Rencontre avec Claudio Petucco, Lead R&T Scientist SUSTAIN Unit et LCSA Group, au LIST - Luxembourg Institute of Science and Technology
Le point de départ du projet
L’augmentation constante de la population, en particulier dans les villes, soulève de nombreuses problématiques : il faut gérer les îlots de chaleur qui rendent les rues suffocantes, intégrer des espaces verts pour l’activité physique et les loisirs afin de préserver le bien-être et la santé des habitants, mais aussi mitiger les impacts de l’urbanisation sur la biodiversité. « Lorsque l’urbanisation de terrains naturels devient inévitable pour loger dignement les habitants, il est de notre responsabilité de réduire ces impacts au minimum et d’intégrer la nature à chaque étape : planification, conception et gestion à long terme », souligne Claudio Petucco, du LIST.
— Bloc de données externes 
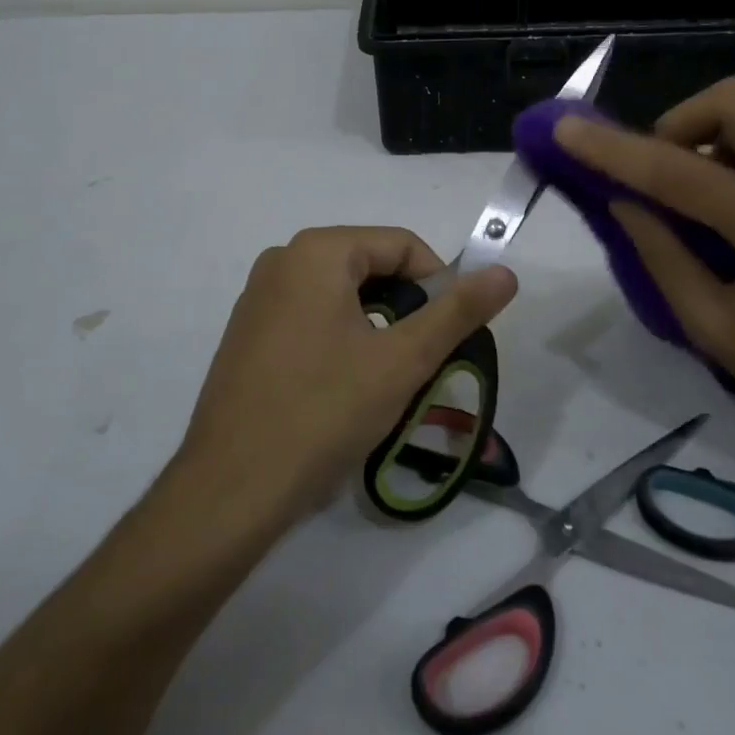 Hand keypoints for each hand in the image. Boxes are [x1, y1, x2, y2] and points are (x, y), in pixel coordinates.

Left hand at [176, 226, 517, 526]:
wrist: (230, 490)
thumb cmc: (323, 412)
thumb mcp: (402, 360)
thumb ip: (458, 311)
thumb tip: (505, 272)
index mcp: (316, 252)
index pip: (401, 244)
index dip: (439, 284)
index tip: (452, 334)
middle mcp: (281, 261)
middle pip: (370, 267)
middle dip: (407, 308)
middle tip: (423, 361)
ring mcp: (258, 298)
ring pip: (342, 296)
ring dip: (377, 328)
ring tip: (388, 380)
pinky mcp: (247, 335)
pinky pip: (311, 318)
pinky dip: (342, 340)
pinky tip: (344, 389)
Des solutions fondées sur la nature
Des solutions existent, et elles sont inspirées par la nature : « Il s’agit de planter des arbres dans les rues, de créer des parcs, des toitures vertes, des façades végétalisées… », énumère-t-il. Mais avant de faire cela, et pour le faire de manière judicieuse, il fallait quantifier les services écosystémiques, c’est-à-dire les multiples contributions de la nature à la société : stocker le carbone, purifier l’air, favoriser l’infiltration de l’eau donc éviter le ruissellement, réguler la température et l’humidité, fournir des habitats aux insectes et aux oiseaux, sans compter l’apport esthétique et en termes de bien-être. C’était l’objet des projets Values et Estimum, tous deux menés il y a une dizaine d’années et financés par le Fonds National de la Recherche (FNR).
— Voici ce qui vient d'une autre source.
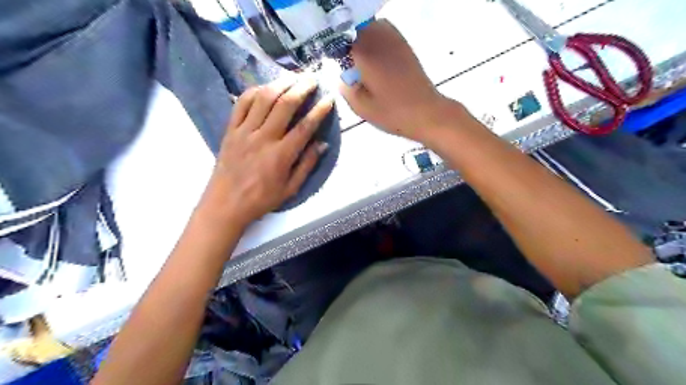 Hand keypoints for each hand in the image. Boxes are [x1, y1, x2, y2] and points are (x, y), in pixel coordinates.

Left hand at [200, 76, 332, 228]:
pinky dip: (254, 91)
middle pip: (285, 104)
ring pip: (263, 98)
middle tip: (312, 78)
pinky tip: (265, 87)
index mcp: (281, 155)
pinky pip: (241, 104)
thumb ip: (307, 165)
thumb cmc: (261, 199)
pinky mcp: (230, 130)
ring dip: (280, 83)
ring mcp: (244, 131)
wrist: (226, 204)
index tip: (329, 98)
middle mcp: (263, 138)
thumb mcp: (290, 189)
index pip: (305, 126)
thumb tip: (322, 144)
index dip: (319, 110)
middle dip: (301, 87)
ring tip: (292, 76)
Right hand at [340, 20, 463, 142]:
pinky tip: (377, 57)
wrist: (426, 112)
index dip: (335, 49)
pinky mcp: (405, 46)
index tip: (336, 63)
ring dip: (363, 38)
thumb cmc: (393, 113)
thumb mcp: (362, 108)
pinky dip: (377, 38)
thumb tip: (343, 78)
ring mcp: (395, 41)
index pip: (341, 39)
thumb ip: (346, 90)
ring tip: (362, 59)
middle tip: (348, 62)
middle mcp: (379, 40)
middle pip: (356, 29)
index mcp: (365, 54)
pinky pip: (386, 31)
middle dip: (349, 41)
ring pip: (372, 27) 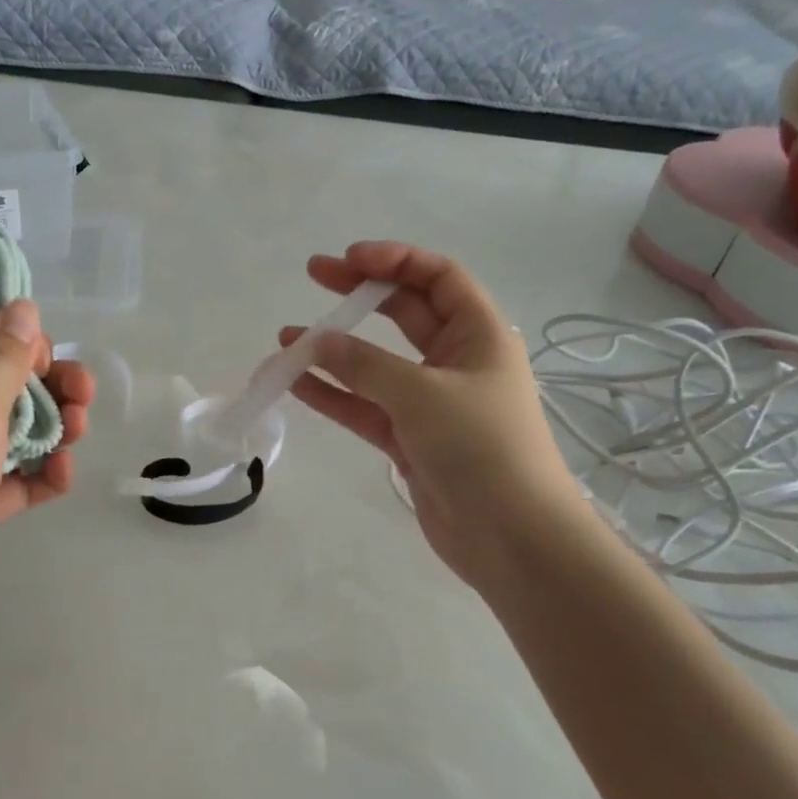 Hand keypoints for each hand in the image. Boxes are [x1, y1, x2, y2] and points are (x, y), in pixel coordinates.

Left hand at [0, 301, 93, 672]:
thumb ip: (1, 355)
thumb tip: (21, 306)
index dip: (22, 340)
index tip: (52, 362)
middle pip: (4, 384)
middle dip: (50, 387)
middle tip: (83, 404)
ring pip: (13, 432)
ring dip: (52, 431)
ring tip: (74, 443)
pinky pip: (11, 482)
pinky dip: (40, 477)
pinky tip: (61, 481)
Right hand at [280, 242, 575, 589]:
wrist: (512, 538)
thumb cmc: (481, 447)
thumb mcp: (421, 394)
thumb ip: (364, 365)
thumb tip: (315, 343)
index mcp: (479, 334)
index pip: (438, 277)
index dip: (394, 260)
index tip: (347, 260)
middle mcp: (456, 361)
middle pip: (405, 312)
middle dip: (359, 294)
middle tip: (313, 278)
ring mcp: (431, 403)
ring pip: (376, 364)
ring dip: (334, 351)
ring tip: (285, 340)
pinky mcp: (410, 441)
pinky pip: (365, 407)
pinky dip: (333, 395)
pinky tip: (295, 382)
Un modèle mathématique pour simuler l’évolution de l’arbre
La deuxième étape consistait dans le développement d’un prototype d’application web, reposant sur des archétypes de différents arbres, permettant d’accompagner la planification et le design des zones vertes urbaines ; une étape réalisée dans le cadre du projet Nature4Cities (Horizon 2020). La méthodologie utilisée combine différentes disciplines, dont la modélisation dynamique qui permet de simuler l’évolution d’un arbre dans le temps : sa croissance, son diamètre, sa hauteur, sa couronne, à quelle période de l’année il a des feuilles, sa réaction en cas de canicule et sa potentielle mortalité, le tout en prenant en considération les conditions climatiques et contextuelles. « Nous avions besoin de comprendre comment un arbre que nous plantons en ville va évoluer dans les décennies à venir, car les décisions prises aujourd’hui impacteront les générations futures », précise Claudio Petucco.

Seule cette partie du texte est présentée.